WHAT IS EXPECTED – Scan the data. Collect each line that contains the word "Left".

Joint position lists
· · · · · · ·

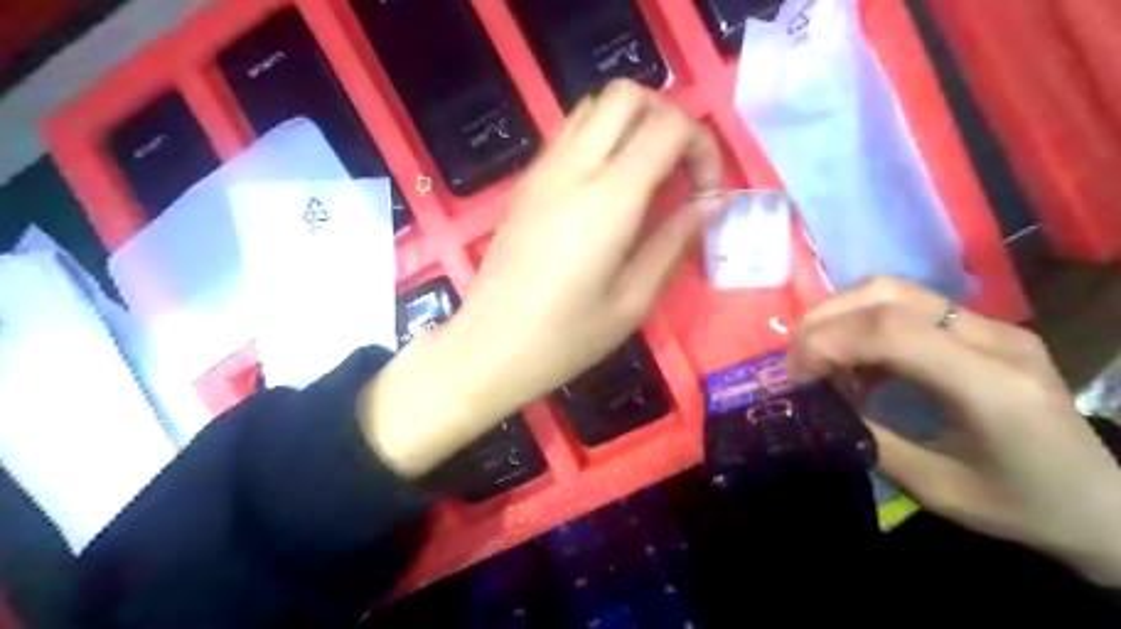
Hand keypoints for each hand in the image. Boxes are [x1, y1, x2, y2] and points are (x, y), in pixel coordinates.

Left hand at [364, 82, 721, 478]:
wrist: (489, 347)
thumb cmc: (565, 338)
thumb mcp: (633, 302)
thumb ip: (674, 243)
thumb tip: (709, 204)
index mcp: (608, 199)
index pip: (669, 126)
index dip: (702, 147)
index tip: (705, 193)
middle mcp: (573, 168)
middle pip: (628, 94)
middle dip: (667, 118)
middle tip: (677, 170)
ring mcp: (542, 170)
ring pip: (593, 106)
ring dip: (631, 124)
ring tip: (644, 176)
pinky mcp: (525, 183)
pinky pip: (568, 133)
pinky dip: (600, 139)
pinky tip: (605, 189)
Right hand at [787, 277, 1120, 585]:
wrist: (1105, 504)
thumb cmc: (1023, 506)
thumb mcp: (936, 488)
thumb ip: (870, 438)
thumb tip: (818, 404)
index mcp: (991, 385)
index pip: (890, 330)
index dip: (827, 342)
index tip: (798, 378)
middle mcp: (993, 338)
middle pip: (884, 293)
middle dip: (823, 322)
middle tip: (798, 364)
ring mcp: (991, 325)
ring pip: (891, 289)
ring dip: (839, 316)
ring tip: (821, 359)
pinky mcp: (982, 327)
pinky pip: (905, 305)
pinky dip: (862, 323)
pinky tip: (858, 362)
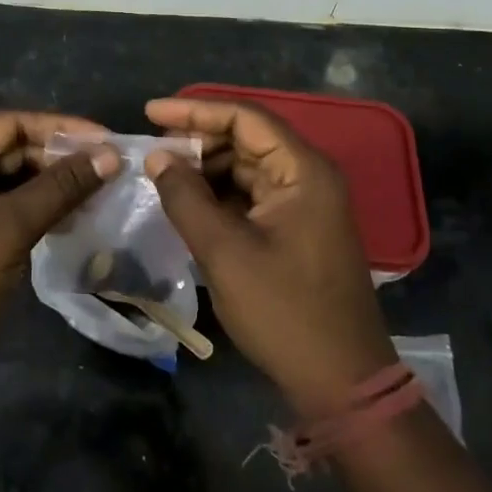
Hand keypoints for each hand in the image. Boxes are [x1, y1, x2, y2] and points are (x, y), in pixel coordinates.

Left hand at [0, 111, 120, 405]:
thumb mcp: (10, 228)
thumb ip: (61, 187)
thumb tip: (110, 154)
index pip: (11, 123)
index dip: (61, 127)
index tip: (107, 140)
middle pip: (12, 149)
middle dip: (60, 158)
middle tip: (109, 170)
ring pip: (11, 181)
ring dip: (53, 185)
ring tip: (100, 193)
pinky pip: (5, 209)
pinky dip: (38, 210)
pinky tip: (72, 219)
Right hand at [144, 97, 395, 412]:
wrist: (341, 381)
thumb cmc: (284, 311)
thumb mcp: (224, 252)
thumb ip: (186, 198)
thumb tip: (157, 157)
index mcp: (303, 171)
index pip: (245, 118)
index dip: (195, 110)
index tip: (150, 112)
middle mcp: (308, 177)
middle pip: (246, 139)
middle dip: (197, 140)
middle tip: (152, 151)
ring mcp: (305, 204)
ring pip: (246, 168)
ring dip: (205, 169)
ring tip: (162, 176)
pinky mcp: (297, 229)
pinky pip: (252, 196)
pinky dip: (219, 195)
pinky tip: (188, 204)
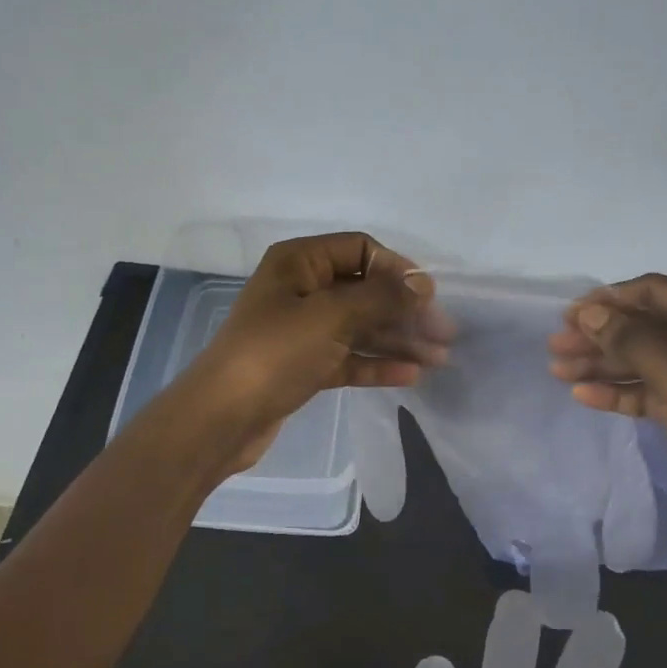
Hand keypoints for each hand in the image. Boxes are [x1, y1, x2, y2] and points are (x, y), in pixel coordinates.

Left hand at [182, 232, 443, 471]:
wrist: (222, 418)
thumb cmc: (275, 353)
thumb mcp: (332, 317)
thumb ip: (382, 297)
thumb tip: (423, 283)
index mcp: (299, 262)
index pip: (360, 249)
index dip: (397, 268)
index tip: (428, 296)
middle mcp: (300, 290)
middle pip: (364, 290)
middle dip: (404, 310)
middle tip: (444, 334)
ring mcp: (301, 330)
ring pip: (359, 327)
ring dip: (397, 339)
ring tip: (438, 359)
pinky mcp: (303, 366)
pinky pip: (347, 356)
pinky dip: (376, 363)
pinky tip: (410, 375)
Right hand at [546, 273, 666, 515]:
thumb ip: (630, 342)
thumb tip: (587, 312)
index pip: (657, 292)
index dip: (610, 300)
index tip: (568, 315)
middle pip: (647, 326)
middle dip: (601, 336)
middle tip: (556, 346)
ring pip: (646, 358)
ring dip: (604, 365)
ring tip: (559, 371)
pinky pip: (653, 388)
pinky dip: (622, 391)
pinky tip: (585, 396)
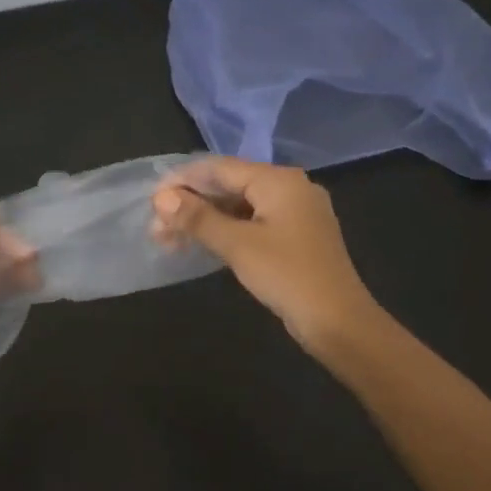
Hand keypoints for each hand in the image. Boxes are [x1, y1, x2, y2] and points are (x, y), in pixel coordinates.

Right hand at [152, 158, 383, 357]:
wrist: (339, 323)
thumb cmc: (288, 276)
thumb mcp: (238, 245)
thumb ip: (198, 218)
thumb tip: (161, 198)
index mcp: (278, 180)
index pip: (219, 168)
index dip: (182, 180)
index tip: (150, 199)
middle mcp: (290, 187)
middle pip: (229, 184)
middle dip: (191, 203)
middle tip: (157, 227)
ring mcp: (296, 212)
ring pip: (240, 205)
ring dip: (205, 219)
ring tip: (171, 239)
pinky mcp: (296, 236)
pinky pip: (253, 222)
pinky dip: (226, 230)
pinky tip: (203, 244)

· · · · · · ·

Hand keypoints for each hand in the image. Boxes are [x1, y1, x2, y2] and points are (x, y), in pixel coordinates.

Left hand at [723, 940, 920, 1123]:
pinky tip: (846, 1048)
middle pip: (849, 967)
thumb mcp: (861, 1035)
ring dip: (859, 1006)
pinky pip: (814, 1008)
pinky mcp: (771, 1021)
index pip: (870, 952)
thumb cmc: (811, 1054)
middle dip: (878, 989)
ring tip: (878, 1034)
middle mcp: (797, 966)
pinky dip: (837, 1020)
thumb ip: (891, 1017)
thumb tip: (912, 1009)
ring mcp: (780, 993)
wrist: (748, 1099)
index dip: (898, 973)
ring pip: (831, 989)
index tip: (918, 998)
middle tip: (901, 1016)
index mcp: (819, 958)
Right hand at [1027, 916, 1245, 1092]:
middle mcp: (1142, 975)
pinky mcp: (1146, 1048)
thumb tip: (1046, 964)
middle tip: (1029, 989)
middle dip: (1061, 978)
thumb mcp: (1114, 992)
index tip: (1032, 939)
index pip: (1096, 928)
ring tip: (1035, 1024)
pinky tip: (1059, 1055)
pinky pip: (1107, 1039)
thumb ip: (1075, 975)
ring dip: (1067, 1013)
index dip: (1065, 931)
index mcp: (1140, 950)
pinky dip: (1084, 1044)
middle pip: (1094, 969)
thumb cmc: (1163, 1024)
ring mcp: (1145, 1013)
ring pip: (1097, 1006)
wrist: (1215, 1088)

· · · · · · ·

RESPONSE FOR THIS EXERCISE –
Left hand at [364, 82, 721, 478]:
Left hand at [0, 111, 120, 405]:
Left hand at [182, 232, 443, 471]:
Left hand at [723, 940, 920, 1123]:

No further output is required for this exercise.